(ACTION ITEM)
Read through the data and report every line in which the word "each" occurs.

(GIVEN DATA)
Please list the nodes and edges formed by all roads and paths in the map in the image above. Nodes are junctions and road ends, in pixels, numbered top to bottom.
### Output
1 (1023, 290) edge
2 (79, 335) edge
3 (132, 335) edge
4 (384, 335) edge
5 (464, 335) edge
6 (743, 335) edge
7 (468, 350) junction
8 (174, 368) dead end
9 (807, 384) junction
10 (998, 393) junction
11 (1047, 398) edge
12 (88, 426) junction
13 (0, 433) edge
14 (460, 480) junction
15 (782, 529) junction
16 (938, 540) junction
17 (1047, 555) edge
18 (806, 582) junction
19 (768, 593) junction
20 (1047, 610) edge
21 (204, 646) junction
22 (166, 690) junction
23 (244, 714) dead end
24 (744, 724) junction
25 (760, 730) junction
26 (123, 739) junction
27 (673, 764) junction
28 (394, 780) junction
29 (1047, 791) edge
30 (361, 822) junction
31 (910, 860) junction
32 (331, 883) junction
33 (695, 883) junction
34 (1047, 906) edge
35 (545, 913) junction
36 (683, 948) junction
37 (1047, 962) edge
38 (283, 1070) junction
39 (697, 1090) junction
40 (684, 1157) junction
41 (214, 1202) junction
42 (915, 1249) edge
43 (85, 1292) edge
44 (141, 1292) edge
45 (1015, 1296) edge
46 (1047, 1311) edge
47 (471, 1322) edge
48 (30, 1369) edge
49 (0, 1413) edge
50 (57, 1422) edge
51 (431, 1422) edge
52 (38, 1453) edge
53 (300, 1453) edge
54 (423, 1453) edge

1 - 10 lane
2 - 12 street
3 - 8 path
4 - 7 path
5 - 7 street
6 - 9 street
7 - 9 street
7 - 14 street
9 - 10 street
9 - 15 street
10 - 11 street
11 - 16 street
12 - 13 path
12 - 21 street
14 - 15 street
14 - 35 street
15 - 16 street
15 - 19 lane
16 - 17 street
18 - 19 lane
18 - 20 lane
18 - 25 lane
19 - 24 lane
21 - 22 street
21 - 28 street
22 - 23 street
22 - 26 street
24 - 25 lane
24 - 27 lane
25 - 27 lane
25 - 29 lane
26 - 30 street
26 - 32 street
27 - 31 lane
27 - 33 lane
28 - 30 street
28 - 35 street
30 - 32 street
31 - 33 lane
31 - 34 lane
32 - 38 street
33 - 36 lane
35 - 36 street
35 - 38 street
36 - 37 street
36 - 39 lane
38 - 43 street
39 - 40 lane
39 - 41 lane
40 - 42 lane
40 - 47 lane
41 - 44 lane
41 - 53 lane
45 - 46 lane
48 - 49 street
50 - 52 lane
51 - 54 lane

--

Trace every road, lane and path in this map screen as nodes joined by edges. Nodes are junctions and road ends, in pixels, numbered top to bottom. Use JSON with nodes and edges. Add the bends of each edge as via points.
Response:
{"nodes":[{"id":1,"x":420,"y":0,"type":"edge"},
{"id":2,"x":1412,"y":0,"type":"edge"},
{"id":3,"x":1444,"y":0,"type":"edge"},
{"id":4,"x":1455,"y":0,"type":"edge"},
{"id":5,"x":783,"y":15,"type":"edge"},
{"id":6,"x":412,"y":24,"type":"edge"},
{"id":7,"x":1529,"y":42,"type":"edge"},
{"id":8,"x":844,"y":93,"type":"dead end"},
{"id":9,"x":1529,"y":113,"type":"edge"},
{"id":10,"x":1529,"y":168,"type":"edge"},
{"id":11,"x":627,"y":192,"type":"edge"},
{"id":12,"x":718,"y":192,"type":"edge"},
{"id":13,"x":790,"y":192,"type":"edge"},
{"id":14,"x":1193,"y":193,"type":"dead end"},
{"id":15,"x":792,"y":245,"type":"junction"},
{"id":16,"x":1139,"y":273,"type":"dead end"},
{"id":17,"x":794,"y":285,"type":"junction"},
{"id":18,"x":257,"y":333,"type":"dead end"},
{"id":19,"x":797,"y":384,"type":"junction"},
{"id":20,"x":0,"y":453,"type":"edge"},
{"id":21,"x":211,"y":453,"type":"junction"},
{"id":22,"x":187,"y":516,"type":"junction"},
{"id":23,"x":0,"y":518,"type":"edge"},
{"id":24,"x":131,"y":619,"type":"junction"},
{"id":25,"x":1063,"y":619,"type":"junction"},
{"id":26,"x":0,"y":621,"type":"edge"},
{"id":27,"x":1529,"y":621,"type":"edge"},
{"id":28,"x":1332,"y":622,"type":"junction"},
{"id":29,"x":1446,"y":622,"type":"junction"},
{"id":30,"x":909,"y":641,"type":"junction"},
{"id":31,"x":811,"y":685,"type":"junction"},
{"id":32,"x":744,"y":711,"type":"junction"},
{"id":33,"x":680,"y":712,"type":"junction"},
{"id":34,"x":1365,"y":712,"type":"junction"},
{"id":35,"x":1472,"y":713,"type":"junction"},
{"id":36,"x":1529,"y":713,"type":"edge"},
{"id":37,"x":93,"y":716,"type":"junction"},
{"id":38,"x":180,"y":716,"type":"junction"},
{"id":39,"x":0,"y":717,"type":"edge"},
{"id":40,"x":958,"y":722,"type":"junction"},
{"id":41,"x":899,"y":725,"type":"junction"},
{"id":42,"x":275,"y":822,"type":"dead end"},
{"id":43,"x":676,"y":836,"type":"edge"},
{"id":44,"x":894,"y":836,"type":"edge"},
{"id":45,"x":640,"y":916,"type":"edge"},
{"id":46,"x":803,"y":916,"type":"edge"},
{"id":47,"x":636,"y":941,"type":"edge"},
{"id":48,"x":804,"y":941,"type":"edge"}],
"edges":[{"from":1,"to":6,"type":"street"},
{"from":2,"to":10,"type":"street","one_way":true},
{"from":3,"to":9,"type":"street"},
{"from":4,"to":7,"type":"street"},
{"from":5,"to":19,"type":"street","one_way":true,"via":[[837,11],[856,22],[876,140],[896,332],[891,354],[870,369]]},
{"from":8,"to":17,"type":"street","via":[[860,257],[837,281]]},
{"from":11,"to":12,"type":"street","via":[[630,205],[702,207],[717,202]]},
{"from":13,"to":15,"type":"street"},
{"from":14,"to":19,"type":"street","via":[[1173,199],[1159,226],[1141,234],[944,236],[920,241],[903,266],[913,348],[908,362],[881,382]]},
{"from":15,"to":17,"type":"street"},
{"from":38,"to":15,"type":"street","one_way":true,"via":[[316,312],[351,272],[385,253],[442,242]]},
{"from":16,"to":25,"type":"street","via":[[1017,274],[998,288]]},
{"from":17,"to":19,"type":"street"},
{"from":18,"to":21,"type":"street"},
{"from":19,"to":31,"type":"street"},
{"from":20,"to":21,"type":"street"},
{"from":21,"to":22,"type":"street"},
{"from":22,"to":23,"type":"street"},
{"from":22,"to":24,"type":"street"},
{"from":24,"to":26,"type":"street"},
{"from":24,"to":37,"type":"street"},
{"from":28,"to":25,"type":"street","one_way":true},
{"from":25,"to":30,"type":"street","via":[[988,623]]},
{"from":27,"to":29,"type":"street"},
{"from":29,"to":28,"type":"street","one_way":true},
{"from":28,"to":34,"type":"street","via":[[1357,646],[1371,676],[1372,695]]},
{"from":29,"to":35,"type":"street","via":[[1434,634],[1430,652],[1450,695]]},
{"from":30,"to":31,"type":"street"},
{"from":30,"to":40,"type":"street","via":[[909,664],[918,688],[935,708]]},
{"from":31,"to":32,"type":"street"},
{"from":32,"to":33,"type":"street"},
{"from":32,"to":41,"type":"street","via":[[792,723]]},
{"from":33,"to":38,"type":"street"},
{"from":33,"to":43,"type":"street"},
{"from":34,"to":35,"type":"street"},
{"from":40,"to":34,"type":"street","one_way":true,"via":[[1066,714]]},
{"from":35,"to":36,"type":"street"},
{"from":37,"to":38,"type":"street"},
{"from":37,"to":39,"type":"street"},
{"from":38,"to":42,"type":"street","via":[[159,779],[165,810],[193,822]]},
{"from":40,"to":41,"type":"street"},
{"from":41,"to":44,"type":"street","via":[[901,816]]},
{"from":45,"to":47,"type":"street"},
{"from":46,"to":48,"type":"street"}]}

--

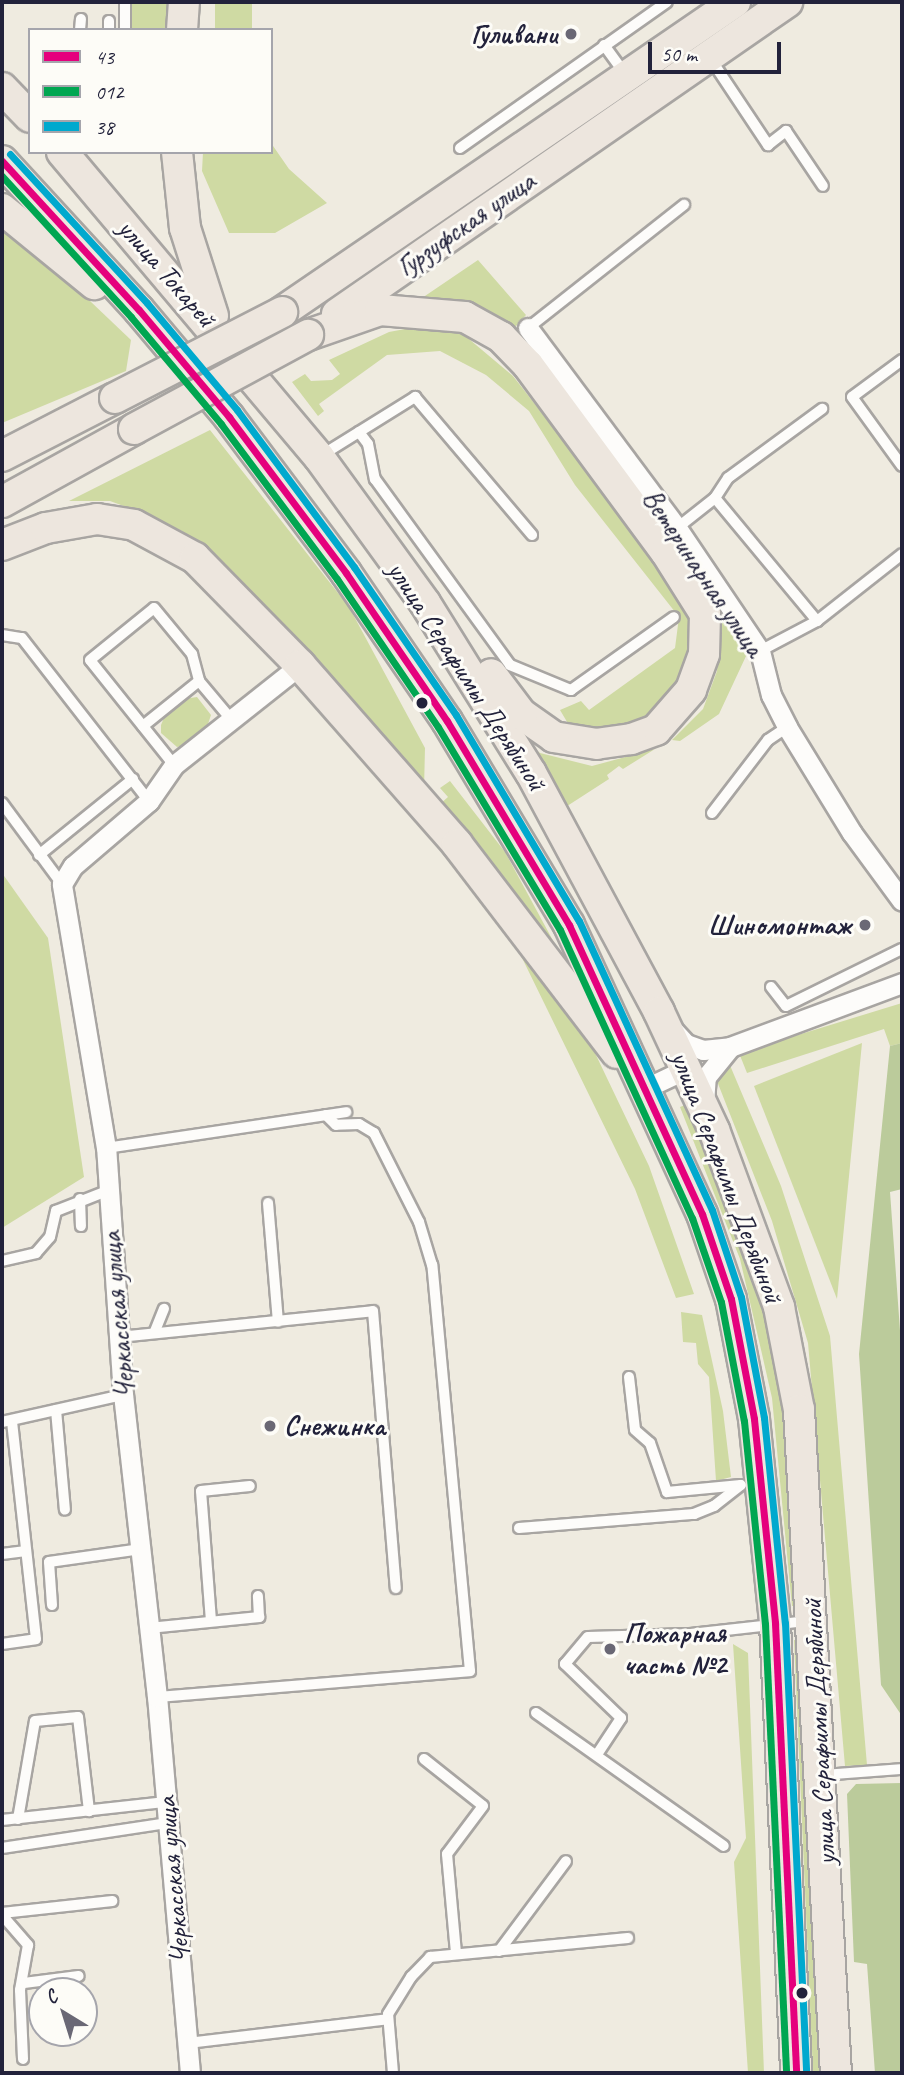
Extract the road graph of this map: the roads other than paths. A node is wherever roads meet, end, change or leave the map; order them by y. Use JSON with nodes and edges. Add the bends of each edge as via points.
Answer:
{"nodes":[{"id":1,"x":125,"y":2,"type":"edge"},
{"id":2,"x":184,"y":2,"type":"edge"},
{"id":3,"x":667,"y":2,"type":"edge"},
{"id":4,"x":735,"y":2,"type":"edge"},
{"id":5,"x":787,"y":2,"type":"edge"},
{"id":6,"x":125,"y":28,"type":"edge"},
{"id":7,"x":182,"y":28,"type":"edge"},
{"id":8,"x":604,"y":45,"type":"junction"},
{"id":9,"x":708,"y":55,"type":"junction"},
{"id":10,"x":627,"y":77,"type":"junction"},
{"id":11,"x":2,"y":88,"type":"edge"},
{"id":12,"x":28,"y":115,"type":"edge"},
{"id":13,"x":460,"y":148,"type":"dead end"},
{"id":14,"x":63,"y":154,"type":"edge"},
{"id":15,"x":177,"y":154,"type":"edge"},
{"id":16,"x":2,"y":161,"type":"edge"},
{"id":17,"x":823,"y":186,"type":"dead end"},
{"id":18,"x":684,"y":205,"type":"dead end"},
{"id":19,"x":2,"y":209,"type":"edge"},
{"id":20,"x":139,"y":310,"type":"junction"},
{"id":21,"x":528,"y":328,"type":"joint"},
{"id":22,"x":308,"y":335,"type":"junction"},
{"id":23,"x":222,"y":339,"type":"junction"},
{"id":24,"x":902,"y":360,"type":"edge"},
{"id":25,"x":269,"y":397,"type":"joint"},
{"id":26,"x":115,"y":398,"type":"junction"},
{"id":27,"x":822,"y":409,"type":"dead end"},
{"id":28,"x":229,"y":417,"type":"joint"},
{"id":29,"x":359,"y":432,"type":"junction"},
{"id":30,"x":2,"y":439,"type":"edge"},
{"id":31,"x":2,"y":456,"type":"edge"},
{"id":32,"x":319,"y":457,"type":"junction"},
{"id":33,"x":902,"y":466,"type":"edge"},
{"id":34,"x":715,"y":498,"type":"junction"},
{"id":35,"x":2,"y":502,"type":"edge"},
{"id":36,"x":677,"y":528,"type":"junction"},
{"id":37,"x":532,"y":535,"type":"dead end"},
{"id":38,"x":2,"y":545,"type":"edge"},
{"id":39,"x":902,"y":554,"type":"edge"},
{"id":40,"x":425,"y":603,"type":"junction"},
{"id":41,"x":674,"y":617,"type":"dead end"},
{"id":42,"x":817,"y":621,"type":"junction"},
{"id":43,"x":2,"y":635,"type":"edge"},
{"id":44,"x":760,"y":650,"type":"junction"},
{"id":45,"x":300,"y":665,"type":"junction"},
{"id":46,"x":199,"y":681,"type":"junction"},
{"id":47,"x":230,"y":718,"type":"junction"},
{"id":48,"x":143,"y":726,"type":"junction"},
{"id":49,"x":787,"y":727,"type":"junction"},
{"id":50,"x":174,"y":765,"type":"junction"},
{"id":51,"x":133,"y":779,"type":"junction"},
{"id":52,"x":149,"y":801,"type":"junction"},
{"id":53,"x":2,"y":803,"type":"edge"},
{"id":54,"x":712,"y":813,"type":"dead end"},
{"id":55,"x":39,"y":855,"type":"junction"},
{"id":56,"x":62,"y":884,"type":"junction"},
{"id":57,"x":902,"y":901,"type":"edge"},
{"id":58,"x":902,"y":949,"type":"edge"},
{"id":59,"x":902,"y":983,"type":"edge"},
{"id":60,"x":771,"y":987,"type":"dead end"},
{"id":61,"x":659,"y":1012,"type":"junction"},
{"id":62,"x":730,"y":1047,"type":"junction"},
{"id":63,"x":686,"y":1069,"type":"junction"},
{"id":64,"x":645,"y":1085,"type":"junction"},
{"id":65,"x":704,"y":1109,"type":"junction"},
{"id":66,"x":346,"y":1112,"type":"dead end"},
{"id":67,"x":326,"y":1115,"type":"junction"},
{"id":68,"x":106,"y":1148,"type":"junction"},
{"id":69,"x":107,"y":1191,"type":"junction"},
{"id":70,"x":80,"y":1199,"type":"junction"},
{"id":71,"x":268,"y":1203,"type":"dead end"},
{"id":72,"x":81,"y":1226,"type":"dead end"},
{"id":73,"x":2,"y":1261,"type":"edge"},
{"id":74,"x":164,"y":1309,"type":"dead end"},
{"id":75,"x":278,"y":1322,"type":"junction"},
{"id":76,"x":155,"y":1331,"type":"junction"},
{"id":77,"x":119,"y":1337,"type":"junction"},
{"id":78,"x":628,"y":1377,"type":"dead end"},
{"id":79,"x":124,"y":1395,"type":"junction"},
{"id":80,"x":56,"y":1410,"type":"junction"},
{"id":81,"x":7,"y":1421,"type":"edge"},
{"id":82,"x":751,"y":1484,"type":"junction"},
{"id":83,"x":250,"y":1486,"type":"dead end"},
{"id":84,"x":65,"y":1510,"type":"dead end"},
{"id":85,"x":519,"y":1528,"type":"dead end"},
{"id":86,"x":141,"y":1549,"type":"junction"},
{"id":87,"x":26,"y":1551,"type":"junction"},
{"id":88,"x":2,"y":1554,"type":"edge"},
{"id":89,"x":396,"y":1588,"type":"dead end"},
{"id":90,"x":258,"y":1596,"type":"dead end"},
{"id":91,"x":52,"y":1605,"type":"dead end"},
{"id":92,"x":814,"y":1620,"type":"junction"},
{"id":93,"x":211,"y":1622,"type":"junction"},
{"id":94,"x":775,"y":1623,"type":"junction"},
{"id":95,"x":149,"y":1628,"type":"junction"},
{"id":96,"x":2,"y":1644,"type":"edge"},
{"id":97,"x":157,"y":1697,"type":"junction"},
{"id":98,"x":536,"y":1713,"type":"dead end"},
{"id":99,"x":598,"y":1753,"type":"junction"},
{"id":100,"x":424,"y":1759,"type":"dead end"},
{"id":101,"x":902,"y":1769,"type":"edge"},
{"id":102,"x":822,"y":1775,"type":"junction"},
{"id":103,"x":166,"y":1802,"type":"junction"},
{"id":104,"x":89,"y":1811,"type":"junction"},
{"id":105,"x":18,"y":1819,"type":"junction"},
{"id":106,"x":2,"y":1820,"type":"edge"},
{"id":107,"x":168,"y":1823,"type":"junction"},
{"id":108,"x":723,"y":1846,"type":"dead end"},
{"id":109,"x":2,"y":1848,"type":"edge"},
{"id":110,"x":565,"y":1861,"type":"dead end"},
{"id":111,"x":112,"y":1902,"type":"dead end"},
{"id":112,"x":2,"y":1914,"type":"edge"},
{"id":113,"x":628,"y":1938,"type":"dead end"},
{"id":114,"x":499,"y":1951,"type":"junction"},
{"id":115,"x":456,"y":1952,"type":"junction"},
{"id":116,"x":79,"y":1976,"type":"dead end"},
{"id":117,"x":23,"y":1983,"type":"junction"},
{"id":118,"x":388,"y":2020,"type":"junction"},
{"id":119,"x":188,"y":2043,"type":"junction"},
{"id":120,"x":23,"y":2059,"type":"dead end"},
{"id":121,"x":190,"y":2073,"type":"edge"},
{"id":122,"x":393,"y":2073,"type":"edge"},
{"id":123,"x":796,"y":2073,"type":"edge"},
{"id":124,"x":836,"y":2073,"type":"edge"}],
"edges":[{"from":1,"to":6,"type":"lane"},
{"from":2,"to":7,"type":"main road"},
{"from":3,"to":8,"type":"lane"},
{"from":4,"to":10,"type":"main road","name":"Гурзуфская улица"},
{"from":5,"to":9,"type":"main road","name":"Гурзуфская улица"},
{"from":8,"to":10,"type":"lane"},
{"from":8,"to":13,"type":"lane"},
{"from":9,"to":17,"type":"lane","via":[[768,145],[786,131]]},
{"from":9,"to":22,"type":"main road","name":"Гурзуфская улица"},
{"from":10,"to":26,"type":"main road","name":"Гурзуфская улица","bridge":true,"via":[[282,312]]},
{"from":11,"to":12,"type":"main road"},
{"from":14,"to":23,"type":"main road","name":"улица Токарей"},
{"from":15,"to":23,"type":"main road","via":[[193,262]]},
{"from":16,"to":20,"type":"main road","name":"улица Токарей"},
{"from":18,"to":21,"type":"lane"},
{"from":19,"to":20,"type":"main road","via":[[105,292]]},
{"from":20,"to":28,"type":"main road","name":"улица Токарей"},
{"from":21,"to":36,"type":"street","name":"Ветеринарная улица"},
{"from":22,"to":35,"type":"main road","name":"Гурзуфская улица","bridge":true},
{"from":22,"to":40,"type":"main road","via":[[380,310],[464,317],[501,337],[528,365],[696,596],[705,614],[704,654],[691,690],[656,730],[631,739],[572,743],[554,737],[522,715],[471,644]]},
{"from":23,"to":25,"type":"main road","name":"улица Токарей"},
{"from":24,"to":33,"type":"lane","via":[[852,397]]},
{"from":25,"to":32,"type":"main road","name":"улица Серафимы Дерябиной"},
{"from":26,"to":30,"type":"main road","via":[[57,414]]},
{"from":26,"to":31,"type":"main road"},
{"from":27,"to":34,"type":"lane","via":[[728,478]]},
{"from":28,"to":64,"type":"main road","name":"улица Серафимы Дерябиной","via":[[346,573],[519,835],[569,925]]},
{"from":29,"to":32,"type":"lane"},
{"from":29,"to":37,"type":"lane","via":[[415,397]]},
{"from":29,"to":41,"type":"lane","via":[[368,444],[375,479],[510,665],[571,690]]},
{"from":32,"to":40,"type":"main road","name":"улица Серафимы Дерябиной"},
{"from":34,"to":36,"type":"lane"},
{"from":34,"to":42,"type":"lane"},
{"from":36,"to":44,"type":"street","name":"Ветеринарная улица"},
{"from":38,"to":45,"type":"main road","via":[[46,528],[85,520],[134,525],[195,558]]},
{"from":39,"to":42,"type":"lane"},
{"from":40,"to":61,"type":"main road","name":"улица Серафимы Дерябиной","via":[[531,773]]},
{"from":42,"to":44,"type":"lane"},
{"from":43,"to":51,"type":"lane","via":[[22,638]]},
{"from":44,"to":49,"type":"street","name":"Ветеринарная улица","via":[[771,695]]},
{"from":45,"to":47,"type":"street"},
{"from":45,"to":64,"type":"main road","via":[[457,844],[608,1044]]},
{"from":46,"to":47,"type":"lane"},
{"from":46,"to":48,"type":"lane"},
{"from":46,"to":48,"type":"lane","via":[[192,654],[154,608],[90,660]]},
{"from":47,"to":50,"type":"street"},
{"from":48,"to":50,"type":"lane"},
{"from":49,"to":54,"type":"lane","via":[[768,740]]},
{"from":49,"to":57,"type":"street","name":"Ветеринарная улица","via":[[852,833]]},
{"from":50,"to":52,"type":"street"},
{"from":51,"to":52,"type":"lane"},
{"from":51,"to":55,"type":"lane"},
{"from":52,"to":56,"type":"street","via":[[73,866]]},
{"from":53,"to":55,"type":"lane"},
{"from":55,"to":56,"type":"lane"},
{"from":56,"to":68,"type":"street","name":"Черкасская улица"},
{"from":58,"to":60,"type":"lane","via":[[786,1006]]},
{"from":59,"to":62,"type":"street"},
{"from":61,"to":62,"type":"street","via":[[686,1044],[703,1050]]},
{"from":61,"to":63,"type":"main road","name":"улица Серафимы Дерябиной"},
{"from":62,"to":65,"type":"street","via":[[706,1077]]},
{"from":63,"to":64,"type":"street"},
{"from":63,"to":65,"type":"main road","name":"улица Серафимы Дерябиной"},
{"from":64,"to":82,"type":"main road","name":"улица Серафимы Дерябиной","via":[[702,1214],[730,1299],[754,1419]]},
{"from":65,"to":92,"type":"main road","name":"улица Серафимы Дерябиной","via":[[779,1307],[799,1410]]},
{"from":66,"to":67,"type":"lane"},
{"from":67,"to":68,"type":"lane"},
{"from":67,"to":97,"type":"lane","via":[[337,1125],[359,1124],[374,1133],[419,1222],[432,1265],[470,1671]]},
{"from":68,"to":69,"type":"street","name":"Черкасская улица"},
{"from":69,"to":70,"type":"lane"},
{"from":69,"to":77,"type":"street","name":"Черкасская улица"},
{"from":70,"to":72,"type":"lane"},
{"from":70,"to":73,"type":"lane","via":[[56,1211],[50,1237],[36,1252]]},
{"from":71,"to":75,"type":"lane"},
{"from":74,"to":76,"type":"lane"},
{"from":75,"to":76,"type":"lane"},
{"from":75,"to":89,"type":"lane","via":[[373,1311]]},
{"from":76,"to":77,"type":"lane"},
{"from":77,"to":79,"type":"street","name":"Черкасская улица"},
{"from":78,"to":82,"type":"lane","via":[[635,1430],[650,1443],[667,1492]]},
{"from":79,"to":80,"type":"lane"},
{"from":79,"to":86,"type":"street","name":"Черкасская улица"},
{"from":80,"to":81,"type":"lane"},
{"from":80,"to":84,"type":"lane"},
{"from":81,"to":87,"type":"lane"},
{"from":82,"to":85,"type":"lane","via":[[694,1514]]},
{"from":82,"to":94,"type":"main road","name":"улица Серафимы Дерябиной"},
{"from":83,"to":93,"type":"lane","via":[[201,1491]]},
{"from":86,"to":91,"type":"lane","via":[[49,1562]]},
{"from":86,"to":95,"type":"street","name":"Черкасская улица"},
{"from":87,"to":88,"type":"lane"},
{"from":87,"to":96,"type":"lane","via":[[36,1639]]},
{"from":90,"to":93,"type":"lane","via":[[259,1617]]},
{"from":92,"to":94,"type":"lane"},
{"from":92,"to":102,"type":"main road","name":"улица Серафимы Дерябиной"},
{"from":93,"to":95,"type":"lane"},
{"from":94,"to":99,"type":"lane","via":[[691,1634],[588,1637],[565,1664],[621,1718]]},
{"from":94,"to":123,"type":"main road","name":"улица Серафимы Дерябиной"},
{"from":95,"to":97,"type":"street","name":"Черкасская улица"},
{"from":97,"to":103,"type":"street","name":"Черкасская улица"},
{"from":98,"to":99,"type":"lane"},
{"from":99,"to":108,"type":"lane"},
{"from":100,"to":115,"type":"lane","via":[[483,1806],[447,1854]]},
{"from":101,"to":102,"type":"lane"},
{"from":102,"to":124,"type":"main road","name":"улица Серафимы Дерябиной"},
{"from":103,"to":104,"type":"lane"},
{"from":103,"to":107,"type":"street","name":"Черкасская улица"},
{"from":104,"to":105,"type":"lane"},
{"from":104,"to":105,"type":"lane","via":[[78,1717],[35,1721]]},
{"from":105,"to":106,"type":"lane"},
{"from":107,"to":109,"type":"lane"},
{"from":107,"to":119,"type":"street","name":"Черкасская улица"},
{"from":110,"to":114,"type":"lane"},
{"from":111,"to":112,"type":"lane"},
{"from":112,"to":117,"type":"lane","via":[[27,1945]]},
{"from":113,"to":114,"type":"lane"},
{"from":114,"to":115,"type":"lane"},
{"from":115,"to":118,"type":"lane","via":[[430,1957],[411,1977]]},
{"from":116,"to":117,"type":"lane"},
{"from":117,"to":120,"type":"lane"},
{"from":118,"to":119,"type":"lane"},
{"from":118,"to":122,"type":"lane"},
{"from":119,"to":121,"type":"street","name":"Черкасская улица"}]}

(RESPONSE AREA)
Trace every road, lane and path in this map screen as nodes joined by edges. Nodes are junctions and road ends, in pixels, numbered top to bottom. Use JSON with nodes and edges. Add the bends of each edge as via points.
Extract the road graph of this map: the roads other than paths. A node is wherever roads meet, end, change or leave the map; order them by y. Use JSON with nodes and edges. Add the bends of each edge as via points.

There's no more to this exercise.